FYI - no pulmonologist in their right mind would ever put any patient with more than mild intermittent asthma on singulair monotherapy. If anything, singulair is used in combination with other meds. The only reason it's so popular these days is because of marketing -- people are seeing the commercials, and then asking their PCPs for the med thinking that it's a cure-all. BTW, I just saw a patient in my clinic the other day who had moderate persistent asthma, who was referred to me from her allergist because she was a 'difficult to control' asthmatic. I was shocked to see that the only med the allergist had her on was singulair -- the allergist had specifically stopped her flovent even though it was working, and she wasn't even on a long-acting beta agonist! I would have thought that an allergist would know better than that....
 
AJM said:
There is very little systemic absorption with inhaled corticosteroids, which is why it's preferred over prednisone. That said, there still is some absorption, especially with high-dose inhaled steroids, but not enough absorption to cause side-effects such as HTN, DM, or psych symptoms. There was a study that showed that people who were on long-term high-dose inhaled corticosteroids had lower bone density than those who were not, but it's unclear whether it would result in any clinically significant osteoporosis.

That said, even one 10-14 day course of po prednisone causes more bone loss than years of high-dose inhaled corticosteroid therapy.

The most common side effects of inhaled corticosteroids are a sore throat and oral thrush, both of which are easily avoided by using a spacer and rinsing your mouth after using the inhaler.

FYI - no pulmonologist in their right mind would ever put any patient with more than mild intermittent asthma on singulair monotherapy. If anything, singulair is used in combination with other meds. The only reason it's so popular these days is because of marketing -- people are seeing the commercials, and then asking their PCPs for the med thinking that it's a cure-all. BTW, I just saw a patient in my clinic the other day who had moderate persistent asthma, who was referred to me from her allergist because she was a 'difficult to control' asthmatic. I was shocked to see that the only med the allergist had her on was singulair -- the allergist had specifically stopped her flovent even though it was working, and she wasn't even on a long-acting beta agonist! I would have thought that an allergist would know better than that....
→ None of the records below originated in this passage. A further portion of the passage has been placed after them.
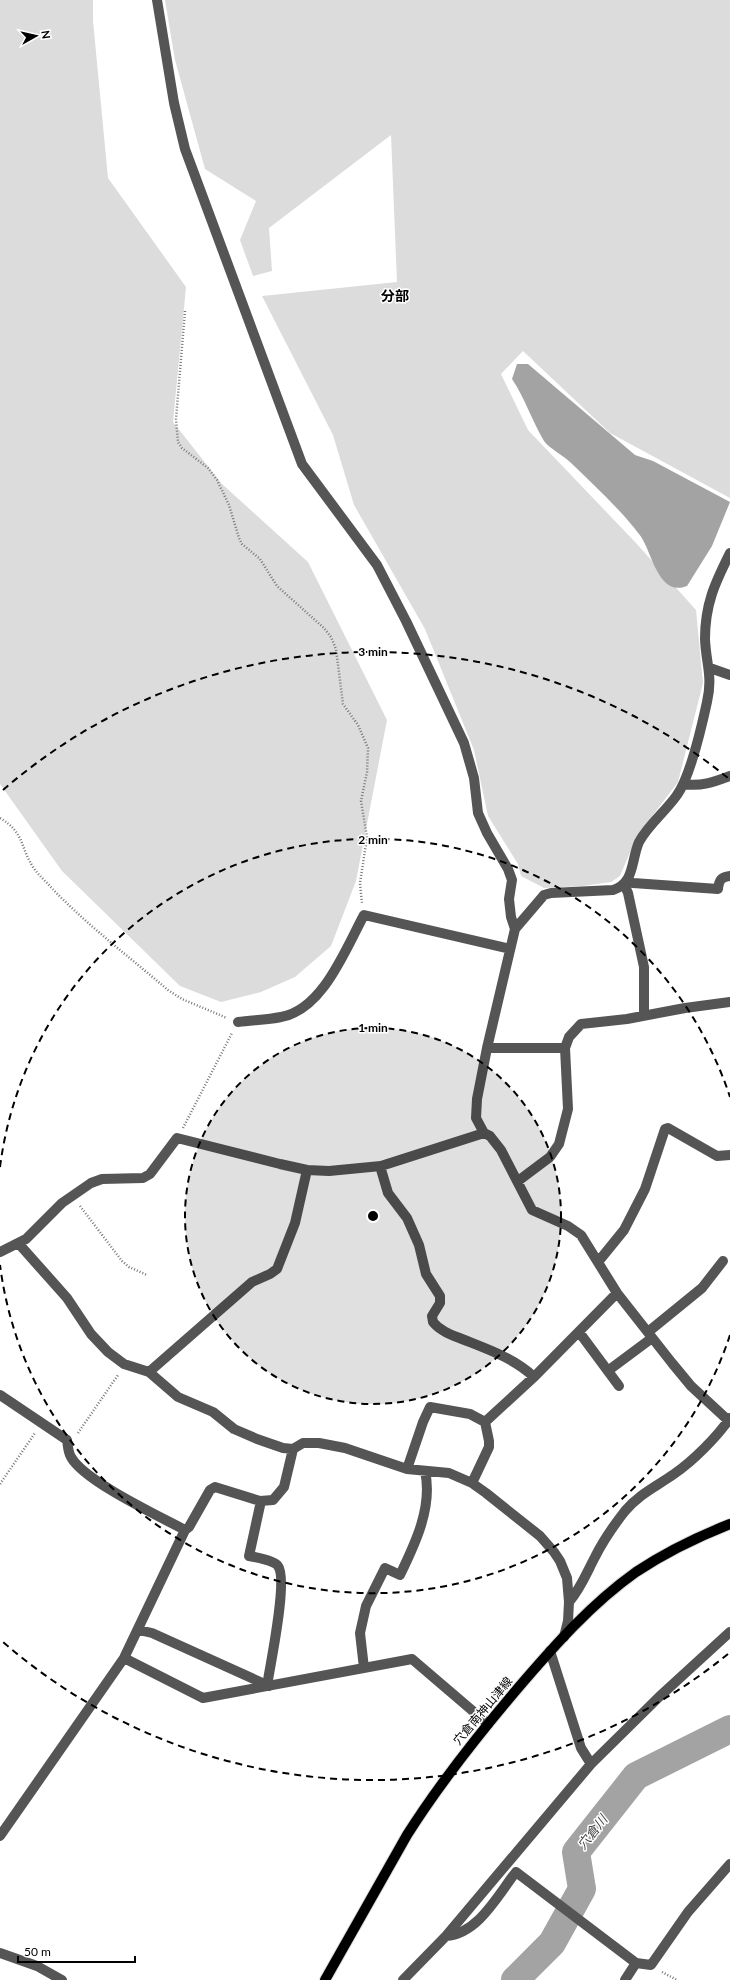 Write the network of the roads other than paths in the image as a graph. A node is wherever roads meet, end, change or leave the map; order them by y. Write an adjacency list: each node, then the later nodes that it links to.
1 (157, 0): 9 (street)
2 (730, 553): 3 (street)
3 (710, 668): 4 (street); 6 (street)
4 (730, 675)
5 (730, 776): 6 (street)
6 (683, 784): 8 (street)
7 (730, 876): 8 (street)
8 (626, 882): 9 (street); 12 (street)
9 (515, 929): 10 (street)
10 (510, 949): 13 (street); 14 (street)
11 (730, 1002): 12 (street)
12 (644, 1016): 15 (street)
13 (238, 1022)
14 (487, 1048): 15 (street); 16 (street)
15 (565, 1048): 20 (street)
16 (484, 1133): 18 (street); 20 (street)
17 (730, 1155): 24 (street)
18 (380, 1166): 19 (street); 30 (street)
19 (307, 1170): 21 (street); 29 (street)
20 (518, 1181): 24 (street)
21 (19, 1244): 22 (street); 29 (street)
22 (0, 1252)
23 (723, 1261): 27 (street)
24 (598, 1262): 25 (street)
25 (617, 1293): 26 (street); 27 (street)
26 (579, 1332): 28 (street); 30 (street)
27 (650, 1335): 28 (street); 33 (street)
28 (608, 1370): 31 (street)
29 (149, 1372): 35 (street)
30 (534, 1377): 34 (street)
31 (619, 1386)
32 (0, 1395): 41 (street)
33 (729, 1420): 42 (street)
34 (485, 1422): 36 (street); 38 (street)
35 (293, 1449): 36 (street); 39 (street)
36 (407, 1469): 37 (street)
37 (425, 1471): 38 (street); 48 (street)
38 (472, 1483): 42 (street)
39 (262, 1501): 41 (street); 49 (street)
40 (730, 1524): 45 (main road, 穴倉南神山津線)
41 (185, 1530): 43 (street)
42 (569, 1602): 45 (street)
43 (139, 1630): 47 (street); 49 (street)
44 (730, 1632): 51 (street)
45 (564, 1637): 46 (main road, 穴倉南神山津線)
46 (550, 1651): 50 (main road, 穴倉南神山津線); 51 (street)
47 (124, 1658): 49 (street); 52 (street)
48 (364, 1668): 49 (street); 50 (street)
49 (269, 1686)
50 (488, 1724): 58 (main road, 穴倉南神山津線)
51 (591, 1764): 54 (street)
52 (0, 1836)
53 (730, 1864): 56 (street)
54 (446, 1936): 56 (street); 59 (street)
55 (0, 1953): 57 (street)
56 (632, 1960): 60 (street)
57 (62, 1980)
58 (326, 1980)
59 (403, 1980)
60 (625, 1980)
Well her being on a long act beta means nothing. If she wasnt even on steroids she should not have been. I am sure you know the drill but first line is steroids alone-followed by addition of the long beta.
 
TheCat said:
Well her being on a long act beta means nothing. If she wasnt even on steroids she should not have been. I am sure you know the drill but first line is steroids alone-followed by addition of the long beta.

My point was that not only did the allergist stop the ICS, but he did not make any effort to add medications despite her having persistent symptoms. I know that first line is ICS - that was why I had mentioned this patient in the first place. But, if you decide not to treat with ICS for one reason or another (again, I don't know why the allergist took her off the inhaled steroids), then you have to make sure that symptoms are controlled by using a combination of other meds at your disposal. If singulair isn't cutting it by itself, then you add a long-acting beta agonist to the regimen, and so on.

I know that long acting beta agonists should not be used as first-line therapy, but this patient was not on a first-line regimen pathway. (more like 3rd or 4th line).